▶ **Required action**: Present each line of the entries below that holds the word "road".

▶ **Working data**:
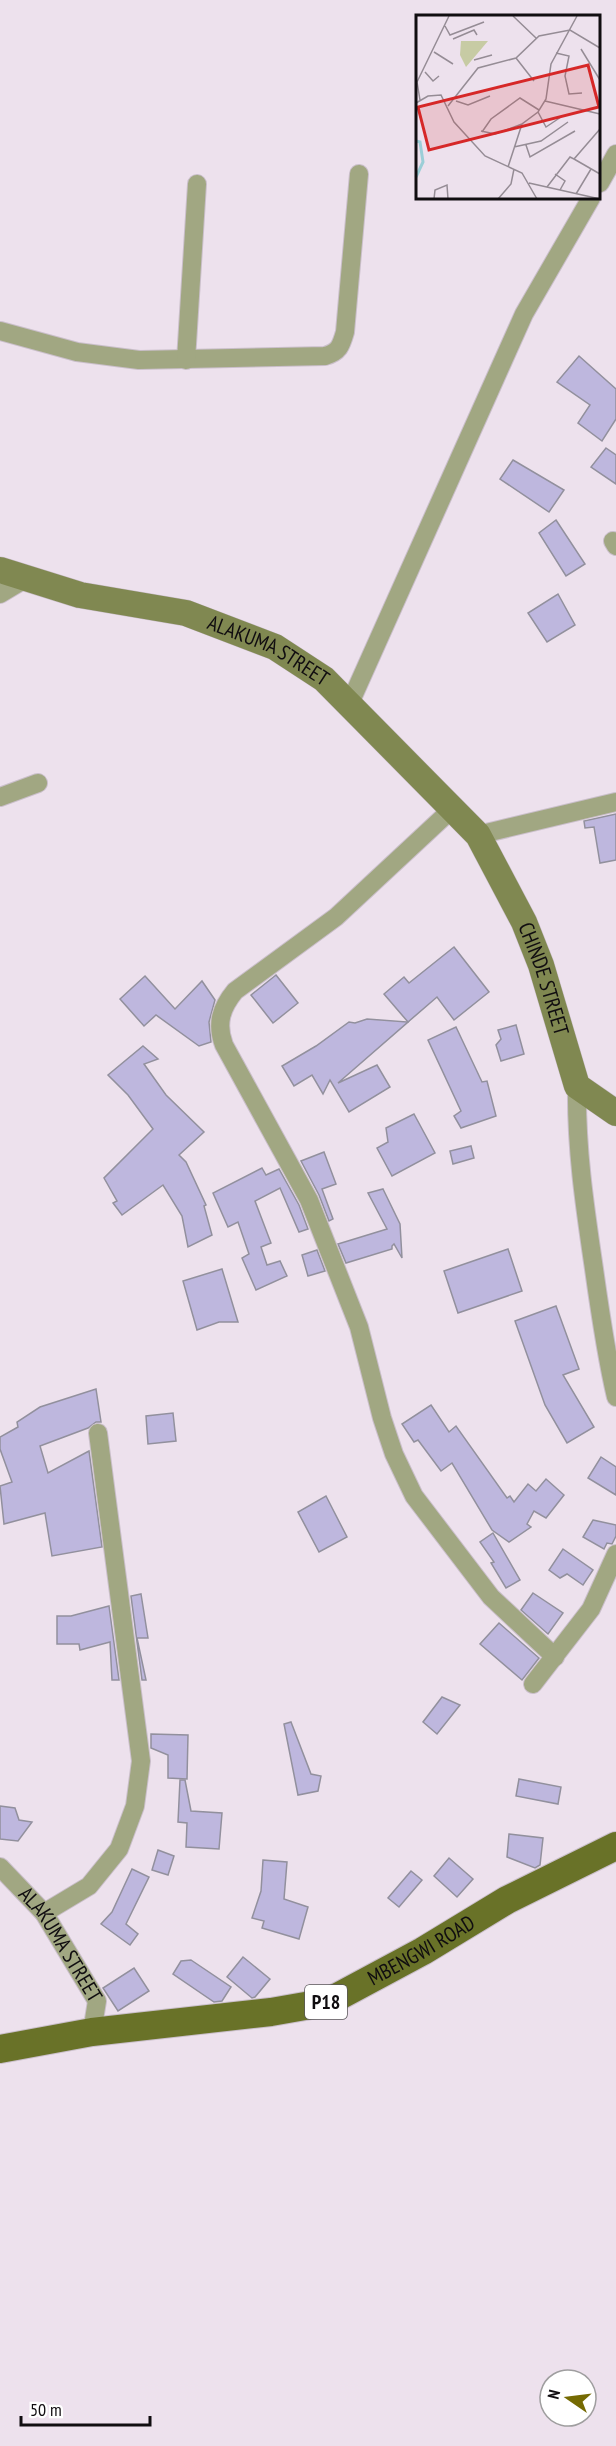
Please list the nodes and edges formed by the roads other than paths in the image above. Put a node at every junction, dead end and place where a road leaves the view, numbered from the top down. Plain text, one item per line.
1 (616, 154) edge
2 (359, 174) dead end
3 (601, 181) edge
4 (197, 184) dead end
5 (590, 200) edge
6 (0, 331) edge
7 (186, 360) junction
8 (0, 570) edge
9 (25, 579) junction
10 (0, 594) edge
11 (350, 704) junction
12 (38, 783) dead end
13 (0, 797) edge
14 (616, 802) edge
15 (451, 810) junction
16 (478, 835) junction
17 (577, 1086) junction
18 (616, 1113) edge
19 (616, 1396) edge
20 (98, 1433) dead end
21 (616, 1554) edge
22 (555, 1657) junction
23 (533, 1684) dead end
24 (616, 1846) edge
25 (0, 1867) edge
26 (44, 1913) junction
27 (92, 2032) junction
28 (0, 2049) edge

1 - 3 street
2 - 7 street
4 - 7 street
5 - 11 street
6 - 7 street
8 - 9 street, ALAKUMA STREET
9 - 10 street
9 - 11 street, ALAKUMA STREET
11 - 15 street, ALAKUMA STREET
12 - 13 street
14 - 16 street
15 - 16 street, ALAKUMA STREET
15 - 22 street
16 - 17 street, CHINDE STREET
17 - 18 street
17 - 19 street
20 - 26 street
21 - 22 street
22 - 23 street
24 - 27 main road, MBENGWI ROAD / P18
25 - 26 street, ALAKUMA STREET
26 - 27 street, ALAKUMA STREET
27 - 28 main road, MBENGWI ROAD / P18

▶ **Task answer**:
Please list the nodes and edges formed by the roads other than paths in the image above. Put a node at every junction, dead end and place where a road leaves the view, numbered from the top down. Plain text, one item per line.
24 - 27 main road, MBENGWI ROAD / P18
27 - 28 main road, MBENGWI ROAD / P18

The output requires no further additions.